Aggregation overview

Author

Galen Holt

Goals

Incoming data from modules is typically very granular in many dimensions (as it should be if the modules are modelling data near the scale of processes). However, this means that there are thousands of different outcomes across the basin and through time. To make that useful for anything other than targeted local planning, we need to aggregate. Here, we aggregate along three dimensions- space, time, and ‘Objective’, where ‘Objective’ is the axis along increasing organisational levels, for example flow requirements for fish spawning to fish spawning to fish populations to overall environmental success.

We want to be able to aggregate along each of these dimensions with any number of aggregation functions (e.g. mean, min, max, more complex) to reflect the processes being aggregated. These should be factorial- if we aggregate with min and max at step 2 (generating two columns of aggregated data), then each of those columns should be aggregated according to the step-3 aggregation, and so on.

We want to be able to interleave the dimensions, e.g. aggregate along the Objective dimension to some intermediate level, then aggregate in space, then time, then more Objective levels, then more time and more space.

To achieve this, we have developed a flexible set of aggregation functions that take a list of aggregation steps, each of which can be along any dimension, and a matching list of aggregation functions to apply to that step in the aggregation. It is possible to ask for multiple functions per step.

Aggregation can occur along three axes: space, time, and objective. The user can provide the sequence of aggregation steps and the aggregation function(s) to apply at each step.

Tracking

In general, aggregation over many steps can get quite complicated to track, particularly if some of the steps have multiple aggregation functions. Tracking the provenance of the final values is therefore critical to understand their meaning. By default, columns of values are named in a way that tracks their provenance, e.g. step_function_step_function_originalName. This is memory-friendly but ugly, and so we can also stack this information into columns (two for each step- one the step, the second the function) with the agg_names_to_cols function.
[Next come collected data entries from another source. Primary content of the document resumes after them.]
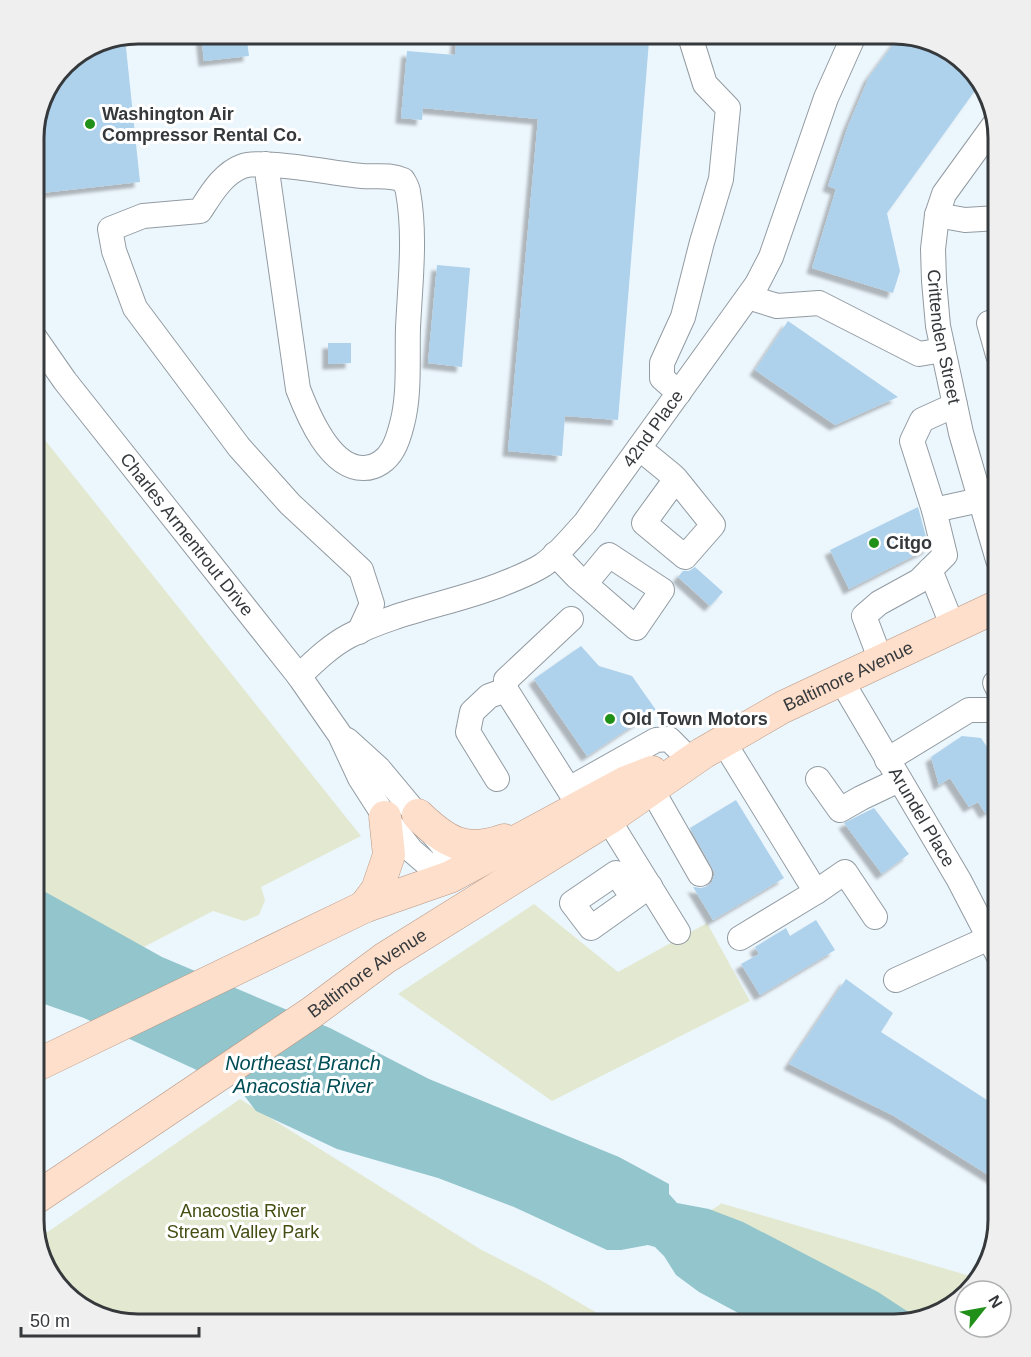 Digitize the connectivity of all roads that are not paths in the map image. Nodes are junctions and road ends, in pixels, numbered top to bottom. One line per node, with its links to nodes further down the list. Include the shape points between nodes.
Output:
1 (692, 44): 10 (street, via 705,84 728,108 721,179 683,317 662,363 663,378)
2 (850, 44): 7 (street, 42nd Place, via 812,135 771,257)
3 (988, 134): 5 (street, Crittenden Street, via 944,194)
4 (266, 164): 4 (street, via 398,178 408,189 411,225 403,423 393,450 372,468 357,468 342,461 329,449 306,412 298,389); 23 (street, via 246,164 231,171 200,211 143,216 110,229 114,251 135,309 239,447 290,504 361,570 372,604)
5 (937, 215): 6 (street, via 964,220); 9 (street, Crittenden Street, via 934,281)
6 (988, 219)
7 (748, 297): 9 (street, via 777,306 819,303 919,354); 10 (street, 42nd Place)
8 (44, 350): 25 (street, Charles Armentrout Drive, via 79,400)
9 (944, 350): 11 (street, Crittenden Street)
10 (679, 393): 12 (street, 42nd Place)
11 (955, 405): 14 (street, Crittenden Street); 15 (street, via 922,420 912,441)
12 (639, 448): 13 (street); 17 (street, 42nd Place, via 585,523)
13 (676, 479)
14 (980, 500): 15 (street); 16 (street, Crittenden Street)
15 (934, 510): 18 (street, via 945,555)
16 (988, 527)
17 (555, 554): 19 (street); 23 (street, 42nd Place, via 518,578)
18 (930, 570): 22 (street); 24 (street, via 864,616)
19 (585, 584)
20 (988, 611): 22 (main road, Baltimore Avenue)
21 (572, 620): 27 (street, via 506,680)
22 (954, 627): 24 (main road, Baltimore Avenue)
23 (359, 632): 25 (street, 42nd Place, via 348,636)
24 (881, 661): 26 (main road, Baltimore Avenue)
25 (299, 676): 29 (street, Charles Armentrout Drive)
26 (841, 680): 30 (main road, Baltimore Avenue); 31 (street, Arundel Place)
27 (506, 690): 32 (street, via 489,696 472,712 468,732); 35 (street)
28 (988, 710): 31 (street, via 969,710)
29 (340, 735): 36 (street, Charles Armentrout Drive, via 379,769); 37 (street, Charles Armentrout Drive, via 360,778)
30 (705, 751): 34 (main road, Baltimore Avenue); 35 (main road, Baltimore Avenue, via 624,783); 42 (street)
31 (893, 770): 33 (street, via 861,798 840,810); 46 (street, Arundel Place)
32 (497, 779)
33 (818, 779)
34 (652, 790): 35 (main road, Baltimore Avenue); 40 (street)
35 (585, 805): 38 (main road, Baltimore Avenue); 39 (main road, Baltimore Avenue); 47 (street, via 641,892)
36 (418, 815): 38 (main road, via 438,834 459,845 487,846); 41 (street, Charles Armentrout Drive, via 444,847)
37 (385, 817): 41 (street, Charles Armentrout Drive, via 411,850); 43 (main road, via 389,855 377,890)
38 (536, 829): 41 (main road, Baltimore Avenue)
39 (532, 867): 41 (main road, via 490,882 466,883); 45 (main road, Baltimore Avenue)
40 (700, 874)
41 (450, 877): 43 (main road, Baltimore Avenue); 45 (main road, via 444,912)
42 (816, 892): 44 (street, via 845,872); 48 (street)
43 (364, 907): 51 (main road, Baltimore Avenue)
44 (875, 917)
45 (429, 929): 52 (main road, Baltimore Avenue)
46 (988, 930)
47 (678, 932)
48 (740, 938)
49 (988, 945): 50 (street)
50 (896, 980)
51 (44, 1062)
52 (44, 1193)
Further, in the case of a multi-step aggregation, we can either save only the final output (better for memory) or save the entire stepwise procedure, which can be very useful both for investigating results and visualisation, and it is often the case that we want to ask questions of several levels anyway.

User inputs

The user potentially has control over a number of decisions for the aggregation-

Sequencing in multiple dimensions
Aggregation function(s) to apply at each step
Data to aggregate (one or more columns)
Any desired groupings to retain
Various others related primarily to data format (tracking format, saving each aggregation step, retention of NA spatial units, etc)

Many of these can be specified in a number of ways. I have tried to demonstrate a number of these capabilities and options in the spatial and theme notebooks, while keeping to simpler, more typical uses in the interleaved example and the full toolkit. Some of the most useful, but also trickiest, capabilities revolve around being able to format the groupers and aggregation columns as bare names, character vectors, or tidyselect syntax, and the functions as single or multiple at each step, defined as bare names, characters, or lists with arguments. These approaches make the functions highly general and flexible to new datasets (and sequential aggregation) and custom aggregation functions.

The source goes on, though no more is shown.